Homemade salt dough ornaments couldn’t be simpler to make. With only three ingredients, they’re the perfect easy craft for kids of all ages.
When B and I made homemade cinnamon ornaments a couple weeks ago, she was pretty disappointed she didn’t get to paint or decorate them. I knew right away she would love making and decorating these homemade salt dough ornaments and, since they’re almost as easy as the cinnamon ones, we whipped up a batch the next day.
I broke out a bunch of acrylic paints and we had a blast decorating Christmas trees, snowmen, and angels. Because I want these ornaments to be around for a long time, I let the paint dry and them sealed them with clear acrylic. You could use a spray; I used a jar left over from sealing the furniture in the nursery.
We put the first batch on our tree at home and, since the activity was such a hit, I made a double patch for the kids to paint and give to teachers and staff members at school. Homemade salt dough ornaments will definitely be a new Christmas tradition for the Winstead family.
When your homemade salt dough ornaments are dry, string them with ribbon, embroidery floss, or festive baker’s twine. They’re ready to display (or give away)!
Homemade Salt Dough Ornaments
1 c. flour (plus more for sprinkling)
1/2 c. salt
1/2 c. + 2 tbs water
Preheat oven to 250 degrees. In a large bowl, stir together flour and salt. Add the water and mix until well-combined. Form the dough into a ball and transfer it to a floured surface. Sprinkle the top with more flour and use a rolling pin to roll it to one quarter inch thickness. Use cookie cutters (I love this Christmas-themed set) to cut shapes from the whole surface of the dough.

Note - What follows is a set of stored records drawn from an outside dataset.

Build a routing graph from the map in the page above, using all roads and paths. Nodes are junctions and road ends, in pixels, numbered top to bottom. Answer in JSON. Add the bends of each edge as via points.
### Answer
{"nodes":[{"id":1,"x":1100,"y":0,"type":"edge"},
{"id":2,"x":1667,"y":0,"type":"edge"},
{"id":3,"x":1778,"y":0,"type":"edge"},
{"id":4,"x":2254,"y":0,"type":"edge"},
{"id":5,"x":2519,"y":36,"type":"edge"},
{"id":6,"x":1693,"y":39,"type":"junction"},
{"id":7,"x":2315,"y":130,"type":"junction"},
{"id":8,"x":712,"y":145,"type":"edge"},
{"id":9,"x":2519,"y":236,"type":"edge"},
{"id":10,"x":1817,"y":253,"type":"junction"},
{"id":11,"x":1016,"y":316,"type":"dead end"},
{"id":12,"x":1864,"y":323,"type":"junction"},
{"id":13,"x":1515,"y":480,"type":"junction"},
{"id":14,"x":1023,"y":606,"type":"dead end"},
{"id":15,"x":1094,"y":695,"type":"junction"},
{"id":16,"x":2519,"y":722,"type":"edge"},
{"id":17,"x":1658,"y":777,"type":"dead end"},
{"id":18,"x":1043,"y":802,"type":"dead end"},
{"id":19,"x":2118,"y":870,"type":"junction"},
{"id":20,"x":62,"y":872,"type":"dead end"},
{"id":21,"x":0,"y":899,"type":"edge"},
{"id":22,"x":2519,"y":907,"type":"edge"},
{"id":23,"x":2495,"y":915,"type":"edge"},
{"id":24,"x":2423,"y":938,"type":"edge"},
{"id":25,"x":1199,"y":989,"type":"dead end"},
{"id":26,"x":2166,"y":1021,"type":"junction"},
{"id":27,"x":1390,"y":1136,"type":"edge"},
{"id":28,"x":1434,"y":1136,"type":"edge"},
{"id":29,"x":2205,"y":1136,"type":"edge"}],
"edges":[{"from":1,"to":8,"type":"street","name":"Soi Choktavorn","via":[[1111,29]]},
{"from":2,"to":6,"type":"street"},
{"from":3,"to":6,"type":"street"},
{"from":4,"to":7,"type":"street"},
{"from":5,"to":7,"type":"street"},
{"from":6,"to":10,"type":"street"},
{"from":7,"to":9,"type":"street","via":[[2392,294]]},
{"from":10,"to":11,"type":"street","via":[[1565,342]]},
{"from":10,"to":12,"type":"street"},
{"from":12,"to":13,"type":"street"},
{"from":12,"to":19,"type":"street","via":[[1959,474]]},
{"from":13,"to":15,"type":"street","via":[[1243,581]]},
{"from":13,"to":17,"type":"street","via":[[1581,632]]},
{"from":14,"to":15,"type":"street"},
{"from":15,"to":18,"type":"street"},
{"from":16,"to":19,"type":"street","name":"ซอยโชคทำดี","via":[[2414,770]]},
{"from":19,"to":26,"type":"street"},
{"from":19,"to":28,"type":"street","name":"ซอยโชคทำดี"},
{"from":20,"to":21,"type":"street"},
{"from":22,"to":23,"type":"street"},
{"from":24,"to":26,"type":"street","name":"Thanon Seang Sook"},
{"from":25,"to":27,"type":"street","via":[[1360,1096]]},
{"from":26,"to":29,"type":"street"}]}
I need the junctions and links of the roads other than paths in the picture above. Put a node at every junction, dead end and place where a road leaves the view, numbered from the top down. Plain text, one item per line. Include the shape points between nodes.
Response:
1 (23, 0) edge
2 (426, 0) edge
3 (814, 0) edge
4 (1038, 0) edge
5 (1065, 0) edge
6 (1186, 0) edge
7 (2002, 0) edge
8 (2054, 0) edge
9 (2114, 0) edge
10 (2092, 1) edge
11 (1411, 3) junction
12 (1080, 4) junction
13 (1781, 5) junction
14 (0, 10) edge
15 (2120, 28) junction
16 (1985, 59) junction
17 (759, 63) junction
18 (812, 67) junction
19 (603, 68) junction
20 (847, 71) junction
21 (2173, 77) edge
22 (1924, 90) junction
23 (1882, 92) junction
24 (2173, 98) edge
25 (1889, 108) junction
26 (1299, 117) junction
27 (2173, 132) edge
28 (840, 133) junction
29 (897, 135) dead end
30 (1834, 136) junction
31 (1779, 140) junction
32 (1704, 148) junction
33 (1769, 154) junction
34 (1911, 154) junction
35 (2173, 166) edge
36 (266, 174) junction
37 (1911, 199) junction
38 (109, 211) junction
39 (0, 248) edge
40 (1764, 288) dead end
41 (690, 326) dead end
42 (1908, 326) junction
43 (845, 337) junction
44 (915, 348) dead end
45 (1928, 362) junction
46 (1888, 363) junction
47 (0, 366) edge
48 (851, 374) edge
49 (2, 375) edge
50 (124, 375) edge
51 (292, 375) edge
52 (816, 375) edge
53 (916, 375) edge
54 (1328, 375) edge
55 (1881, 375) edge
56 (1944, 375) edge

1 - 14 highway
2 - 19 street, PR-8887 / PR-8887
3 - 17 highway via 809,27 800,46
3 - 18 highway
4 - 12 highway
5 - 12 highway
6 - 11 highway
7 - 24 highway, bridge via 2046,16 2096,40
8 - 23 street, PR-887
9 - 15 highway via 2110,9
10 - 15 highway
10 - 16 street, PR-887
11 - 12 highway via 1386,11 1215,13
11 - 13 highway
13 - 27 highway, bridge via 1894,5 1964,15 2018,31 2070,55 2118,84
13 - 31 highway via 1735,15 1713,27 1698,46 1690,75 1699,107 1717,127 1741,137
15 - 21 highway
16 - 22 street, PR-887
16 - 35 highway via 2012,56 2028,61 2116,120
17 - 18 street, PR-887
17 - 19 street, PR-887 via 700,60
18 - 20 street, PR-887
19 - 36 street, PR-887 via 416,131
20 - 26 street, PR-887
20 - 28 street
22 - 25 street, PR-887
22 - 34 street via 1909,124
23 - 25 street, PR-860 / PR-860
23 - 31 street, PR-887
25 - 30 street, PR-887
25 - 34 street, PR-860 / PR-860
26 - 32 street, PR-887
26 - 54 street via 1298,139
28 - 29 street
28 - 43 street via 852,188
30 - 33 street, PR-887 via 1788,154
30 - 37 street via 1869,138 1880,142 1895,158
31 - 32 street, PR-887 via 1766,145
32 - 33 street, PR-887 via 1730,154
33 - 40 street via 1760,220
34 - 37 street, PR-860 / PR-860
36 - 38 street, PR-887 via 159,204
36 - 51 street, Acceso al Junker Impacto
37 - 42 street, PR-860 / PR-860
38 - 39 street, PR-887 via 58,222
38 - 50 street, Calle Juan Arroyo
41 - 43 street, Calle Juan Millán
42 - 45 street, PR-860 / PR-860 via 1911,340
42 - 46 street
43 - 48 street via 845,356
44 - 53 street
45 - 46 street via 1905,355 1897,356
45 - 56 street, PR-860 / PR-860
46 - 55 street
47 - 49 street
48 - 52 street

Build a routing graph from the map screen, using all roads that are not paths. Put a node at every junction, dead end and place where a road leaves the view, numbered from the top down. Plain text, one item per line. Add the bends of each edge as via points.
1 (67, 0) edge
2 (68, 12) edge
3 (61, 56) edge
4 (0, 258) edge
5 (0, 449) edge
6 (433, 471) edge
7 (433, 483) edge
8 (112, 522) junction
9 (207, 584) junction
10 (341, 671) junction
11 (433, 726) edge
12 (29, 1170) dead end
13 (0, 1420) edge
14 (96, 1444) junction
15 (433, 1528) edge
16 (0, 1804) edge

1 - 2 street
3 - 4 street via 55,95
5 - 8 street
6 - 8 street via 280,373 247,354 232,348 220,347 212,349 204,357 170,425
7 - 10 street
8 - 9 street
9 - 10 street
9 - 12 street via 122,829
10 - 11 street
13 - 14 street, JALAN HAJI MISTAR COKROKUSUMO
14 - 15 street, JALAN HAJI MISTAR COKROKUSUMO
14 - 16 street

Pull the scraps of dough up and use your fingers or a spatula to transfer the ornaments to a parchment-lined baking sheet.
Form the dough scraps into a ball and repeat the above process until the dough is gone. Use a toothpick or a drinking straw to make holes in each ornament to hang them. Bake ornaments for two to three hours, until hard, turning once during baking. Allow the ornaments to cool and then decorate as desired.
This recipe made about 14 medium-sized ornaments.
Use your child’s hand print to make a sweet ornament to keep or to give to grandparents.
For an extra holiday touch, add festive-smelling essential oils to your dough.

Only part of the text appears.